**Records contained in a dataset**

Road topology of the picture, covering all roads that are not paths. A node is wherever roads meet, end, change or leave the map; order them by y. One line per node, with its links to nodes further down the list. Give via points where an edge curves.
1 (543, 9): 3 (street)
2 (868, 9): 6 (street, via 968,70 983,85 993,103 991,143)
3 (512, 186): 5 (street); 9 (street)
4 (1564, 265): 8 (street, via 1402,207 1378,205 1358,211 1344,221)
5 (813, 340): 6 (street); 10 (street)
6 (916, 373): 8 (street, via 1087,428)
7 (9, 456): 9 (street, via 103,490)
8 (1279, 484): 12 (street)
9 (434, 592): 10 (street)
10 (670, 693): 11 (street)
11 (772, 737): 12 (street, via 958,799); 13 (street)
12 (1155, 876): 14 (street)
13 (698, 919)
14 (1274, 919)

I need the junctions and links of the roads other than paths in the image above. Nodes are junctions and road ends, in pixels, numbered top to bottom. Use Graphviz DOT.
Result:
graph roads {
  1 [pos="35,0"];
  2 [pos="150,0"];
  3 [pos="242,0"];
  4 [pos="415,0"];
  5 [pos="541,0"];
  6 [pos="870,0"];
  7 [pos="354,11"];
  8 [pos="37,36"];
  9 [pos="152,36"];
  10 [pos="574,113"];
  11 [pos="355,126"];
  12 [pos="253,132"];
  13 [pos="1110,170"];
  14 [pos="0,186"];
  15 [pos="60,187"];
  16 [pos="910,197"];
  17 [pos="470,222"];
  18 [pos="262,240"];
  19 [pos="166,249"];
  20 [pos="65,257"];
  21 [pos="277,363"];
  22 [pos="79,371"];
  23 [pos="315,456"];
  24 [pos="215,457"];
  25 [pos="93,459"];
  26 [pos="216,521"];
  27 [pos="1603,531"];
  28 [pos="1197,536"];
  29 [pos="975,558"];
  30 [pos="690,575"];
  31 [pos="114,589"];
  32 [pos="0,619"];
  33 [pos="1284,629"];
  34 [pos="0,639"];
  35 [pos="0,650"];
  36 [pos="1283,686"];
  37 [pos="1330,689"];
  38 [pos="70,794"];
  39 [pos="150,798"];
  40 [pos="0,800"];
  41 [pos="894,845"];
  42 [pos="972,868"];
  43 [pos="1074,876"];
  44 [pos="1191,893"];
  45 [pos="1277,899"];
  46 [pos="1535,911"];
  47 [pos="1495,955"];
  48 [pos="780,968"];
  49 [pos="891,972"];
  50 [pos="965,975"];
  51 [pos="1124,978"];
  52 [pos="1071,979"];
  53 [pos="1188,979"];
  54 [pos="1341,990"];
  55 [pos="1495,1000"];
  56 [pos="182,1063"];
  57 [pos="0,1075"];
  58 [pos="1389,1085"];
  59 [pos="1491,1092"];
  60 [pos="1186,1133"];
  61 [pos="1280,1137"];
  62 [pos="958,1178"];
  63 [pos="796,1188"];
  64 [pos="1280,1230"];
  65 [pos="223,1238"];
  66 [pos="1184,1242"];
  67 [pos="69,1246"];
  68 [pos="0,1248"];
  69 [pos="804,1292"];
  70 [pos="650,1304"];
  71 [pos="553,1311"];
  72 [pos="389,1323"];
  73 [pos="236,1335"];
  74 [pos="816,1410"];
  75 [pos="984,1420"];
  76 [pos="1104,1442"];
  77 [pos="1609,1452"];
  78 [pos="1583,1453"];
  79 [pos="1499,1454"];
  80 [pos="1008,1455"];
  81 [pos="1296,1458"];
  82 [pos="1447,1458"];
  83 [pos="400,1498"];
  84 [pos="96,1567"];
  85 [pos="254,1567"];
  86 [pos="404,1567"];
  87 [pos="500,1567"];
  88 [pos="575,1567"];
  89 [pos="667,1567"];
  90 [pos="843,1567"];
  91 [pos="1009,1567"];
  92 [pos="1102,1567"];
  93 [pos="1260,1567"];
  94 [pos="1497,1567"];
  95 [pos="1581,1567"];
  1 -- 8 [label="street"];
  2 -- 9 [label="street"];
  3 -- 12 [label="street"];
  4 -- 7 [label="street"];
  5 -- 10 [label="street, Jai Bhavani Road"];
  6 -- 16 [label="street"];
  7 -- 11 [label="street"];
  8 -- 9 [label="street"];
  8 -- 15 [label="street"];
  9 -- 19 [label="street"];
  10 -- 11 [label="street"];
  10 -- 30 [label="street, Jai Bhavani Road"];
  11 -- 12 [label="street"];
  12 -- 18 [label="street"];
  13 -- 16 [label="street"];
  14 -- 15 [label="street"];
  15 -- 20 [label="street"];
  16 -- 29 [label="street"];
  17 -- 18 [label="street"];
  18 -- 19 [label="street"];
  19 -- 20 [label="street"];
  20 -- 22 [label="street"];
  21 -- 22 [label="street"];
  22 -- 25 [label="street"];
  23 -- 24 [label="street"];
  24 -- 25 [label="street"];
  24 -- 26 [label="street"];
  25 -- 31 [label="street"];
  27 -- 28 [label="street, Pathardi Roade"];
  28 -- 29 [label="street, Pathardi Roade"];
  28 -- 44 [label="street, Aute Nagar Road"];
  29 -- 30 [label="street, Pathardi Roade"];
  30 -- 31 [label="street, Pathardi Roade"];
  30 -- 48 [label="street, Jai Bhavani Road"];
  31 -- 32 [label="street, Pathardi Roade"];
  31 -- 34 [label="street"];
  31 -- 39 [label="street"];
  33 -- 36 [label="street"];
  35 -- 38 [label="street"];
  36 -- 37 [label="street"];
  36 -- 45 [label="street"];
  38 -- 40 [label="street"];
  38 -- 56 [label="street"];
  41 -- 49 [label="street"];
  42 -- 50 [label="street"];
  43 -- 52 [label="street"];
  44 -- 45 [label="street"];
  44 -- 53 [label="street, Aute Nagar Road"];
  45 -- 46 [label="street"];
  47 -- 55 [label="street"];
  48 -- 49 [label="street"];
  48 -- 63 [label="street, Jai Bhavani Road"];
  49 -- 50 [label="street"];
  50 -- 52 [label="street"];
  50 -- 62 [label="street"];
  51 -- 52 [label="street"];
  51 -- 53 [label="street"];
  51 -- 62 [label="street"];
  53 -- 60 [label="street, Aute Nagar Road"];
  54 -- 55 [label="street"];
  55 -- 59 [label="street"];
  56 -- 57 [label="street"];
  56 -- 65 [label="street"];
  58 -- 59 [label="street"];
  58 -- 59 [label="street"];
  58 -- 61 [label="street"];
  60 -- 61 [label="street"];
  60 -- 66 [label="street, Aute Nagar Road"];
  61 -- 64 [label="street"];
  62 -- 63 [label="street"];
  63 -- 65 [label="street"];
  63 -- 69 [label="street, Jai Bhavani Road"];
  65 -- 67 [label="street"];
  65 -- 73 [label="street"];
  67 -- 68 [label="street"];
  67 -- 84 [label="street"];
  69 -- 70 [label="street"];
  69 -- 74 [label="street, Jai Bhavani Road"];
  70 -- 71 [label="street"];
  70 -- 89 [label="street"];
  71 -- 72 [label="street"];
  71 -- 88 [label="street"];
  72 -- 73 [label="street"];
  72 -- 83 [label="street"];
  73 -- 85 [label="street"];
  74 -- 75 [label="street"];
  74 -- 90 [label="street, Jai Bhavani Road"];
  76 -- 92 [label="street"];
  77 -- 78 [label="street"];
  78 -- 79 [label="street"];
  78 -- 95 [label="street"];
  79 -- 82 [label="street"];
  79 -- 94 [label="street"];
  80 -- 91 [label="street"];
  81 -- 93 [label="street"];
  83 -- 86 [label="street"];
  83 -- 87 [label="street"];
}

**Required work**
Across the data shown above, how many lines carry the string "paths"? Reply with the figure by itself.

**Answer space**
2